In terms of new films this month, here are two recommendations that you will find entertaining in the cinema this month.
Films in August:
"Lucy," is a thriller about an American woman who gets kidnapped into service as a drug mule bearing an experimental synthetic hormone, accidentally absorbs some of it, then sheds her physical, intellectual and perceptual limitations. I could describe five or six other kinds of movies that in some way also echo "Lucy." Sections may remind you of the original "The Matrix" and the last hour of "Akira," and the final ten minutes play like a Greatest Hits of science-fiction "trip" movies. You've seen a lot of the individual situations and filmmaking techniques in "Lucy" as well. In fact, you'd be hard pressed to identify one idea, scene or element in the picture that is not a cliché. "Lucy" is a fun, confident work. It's fast and tight and playful even when it's sadistic and violent, which is often. It lasts about 90 minutes and change but feels longer in a good way, because every second is packed tight. It's full of itself, yet it still keeps winking at you. It wants to be taken seriously, but not so seriously that you don't laugh at (and with) the sight of Lucy strolling into a gunfight wearing nosebleed heels, or making enemies writhe like marionettes on invisible strings. The movie is alive. My rating 8/10.
“The Hundred-Foot Journey” is a film that demands that you take it seriously.
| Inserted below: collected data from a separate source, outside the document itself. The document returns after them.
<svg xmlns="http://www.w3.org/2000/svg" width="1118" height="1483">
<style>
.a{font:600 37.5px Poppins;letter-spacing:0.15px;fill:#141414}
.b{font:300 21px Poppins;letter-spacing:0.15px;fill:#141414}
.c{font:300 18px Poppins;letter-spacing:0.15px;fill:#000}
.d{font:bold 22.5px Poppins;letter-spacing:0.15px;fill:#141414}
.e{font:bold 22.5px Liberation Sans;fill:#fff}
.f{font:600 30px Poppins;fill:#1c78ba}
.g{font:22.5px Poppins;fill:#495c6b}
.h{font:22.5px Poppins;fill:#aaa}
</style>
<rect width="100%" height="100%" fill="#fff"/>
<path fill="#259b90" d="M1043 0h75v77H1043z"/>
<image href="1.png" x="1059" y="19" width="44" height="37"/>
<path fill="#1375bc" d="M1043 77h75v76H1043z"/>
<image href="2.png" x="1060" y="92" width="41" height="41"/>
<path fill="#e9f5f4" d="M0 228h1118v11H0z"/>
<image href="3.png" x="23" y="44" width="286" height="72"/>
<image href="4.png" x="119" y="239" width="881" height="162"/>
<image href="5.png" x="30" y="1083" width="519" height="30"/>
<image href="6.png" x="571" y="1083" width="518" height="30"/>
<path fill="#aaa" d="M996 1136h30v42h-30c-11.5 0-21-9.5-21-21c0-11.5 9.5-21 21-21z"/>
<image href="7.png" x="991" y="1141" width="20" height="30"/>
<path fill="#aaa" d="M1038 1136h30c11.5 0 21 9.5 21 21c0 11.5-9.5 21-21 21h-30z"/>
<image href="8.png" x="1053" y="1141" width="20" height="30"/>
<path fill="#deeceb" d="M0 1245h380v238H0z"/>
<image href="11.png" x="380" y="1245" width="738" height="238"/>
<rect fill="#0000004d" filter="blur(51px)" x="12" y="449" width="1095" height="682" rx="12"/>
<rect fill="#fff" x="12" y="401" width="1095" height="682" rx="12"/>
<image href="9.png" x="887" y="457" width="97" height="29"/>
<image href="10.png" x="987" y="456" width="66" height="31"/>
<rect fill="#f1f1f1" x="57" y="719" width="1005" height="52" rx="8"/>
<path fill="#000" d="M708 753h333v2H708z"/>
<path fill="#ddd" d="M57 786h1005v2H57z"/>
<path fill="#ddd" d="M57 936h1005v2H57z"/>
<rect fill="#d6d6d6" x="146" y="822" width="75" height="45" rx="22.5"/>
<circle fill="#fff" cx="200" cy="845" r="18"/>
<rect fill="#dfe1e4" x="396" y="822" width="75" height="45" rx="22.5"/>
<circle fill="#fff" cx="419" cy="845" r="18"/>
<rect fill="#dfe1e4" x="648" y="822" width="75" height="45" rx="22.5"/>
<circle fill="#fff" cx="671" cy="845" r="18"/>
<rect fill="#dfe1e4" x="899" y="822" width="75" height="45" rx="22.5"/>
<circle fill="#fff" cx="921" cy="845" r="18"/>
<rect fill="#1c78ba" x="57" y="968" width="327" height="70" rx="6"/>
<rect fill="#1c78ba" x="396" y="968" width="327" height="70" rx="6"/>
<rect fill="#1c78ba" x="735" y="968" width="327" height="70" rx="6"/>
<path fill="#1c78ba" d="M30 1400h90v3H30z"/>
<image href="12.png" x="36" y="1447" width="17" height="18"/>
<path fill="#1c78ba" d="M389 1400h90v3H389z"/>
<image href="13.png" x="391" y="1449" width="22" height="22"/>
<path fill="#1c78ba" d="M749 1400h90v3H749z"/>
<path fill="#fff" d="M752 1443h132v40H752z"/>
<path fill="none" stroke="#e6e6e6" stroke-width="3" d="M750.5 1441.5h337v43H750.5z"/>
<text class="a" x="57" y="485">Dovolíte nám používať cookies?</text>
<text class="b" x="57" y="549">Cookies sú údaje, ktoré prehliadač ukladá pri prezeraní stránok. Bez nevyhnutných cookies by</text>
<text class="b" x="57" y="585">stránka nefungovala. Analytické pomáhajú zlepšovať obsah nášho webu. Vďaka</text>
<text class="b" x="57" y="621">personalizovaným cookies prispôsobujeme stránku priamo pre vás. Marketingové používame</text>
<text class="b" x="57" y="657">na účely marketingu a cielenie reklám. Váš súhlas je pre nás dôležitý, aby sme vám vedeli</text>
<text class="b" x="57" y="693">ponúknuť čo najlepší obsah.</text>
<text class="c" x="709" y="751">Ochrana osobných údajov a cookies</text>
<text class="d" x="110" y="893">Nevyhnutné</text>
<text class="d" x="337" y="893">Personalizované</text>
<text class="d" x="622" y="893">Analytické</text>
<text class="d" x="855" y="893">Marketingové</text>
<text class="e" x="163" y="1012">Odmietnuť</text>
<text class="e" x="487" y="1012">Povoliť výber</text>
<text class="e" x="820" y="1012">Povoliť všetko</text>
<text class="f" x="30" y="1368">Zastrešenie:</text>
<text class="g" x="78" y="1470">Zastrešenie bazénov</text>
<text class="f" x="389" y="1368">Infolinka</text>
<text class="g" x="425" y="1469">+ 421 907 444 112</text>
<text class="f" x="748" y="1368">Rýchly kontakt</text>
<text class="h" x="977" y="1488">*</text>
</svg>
With its feel-good themes of multicultural understanding, it is about Something Important. It even comes with the stamp of approval from titanic tastemakers Oprah Winfrey and Steven Spielberg, who both serve as producers. What more convincing could you possibly need? There’s something familiar about the treacly and sanctimonious way this film is being packaged. It reeks of late-‘90s/early ‘00s Miramax fare: films with tasteful yet ubiquitous ad campaigns and unabashed Oscar aspirations which suggested that seeing them (and, more importantly, voting for them) would make you a better person. Films like “The Cider House Rules,” “Chocolat” and “The Shipping News.” Films by Swedish director Lasse Hallstrom. Then again, it all looks lovely—both the French and Indian dishes as well as the lush, rolling surroundings, which we see through all four seasons; the work of cinematographer Linus Sandgren, who recently shot “American Hustle.” This sweetly pleasing combination of ingredients would have been perfectly suitable if the film didn’t take a wild and needless detour in the third act. That’s when it becomes an even less interesting movie than it already was, in spite of its loftier aspirations.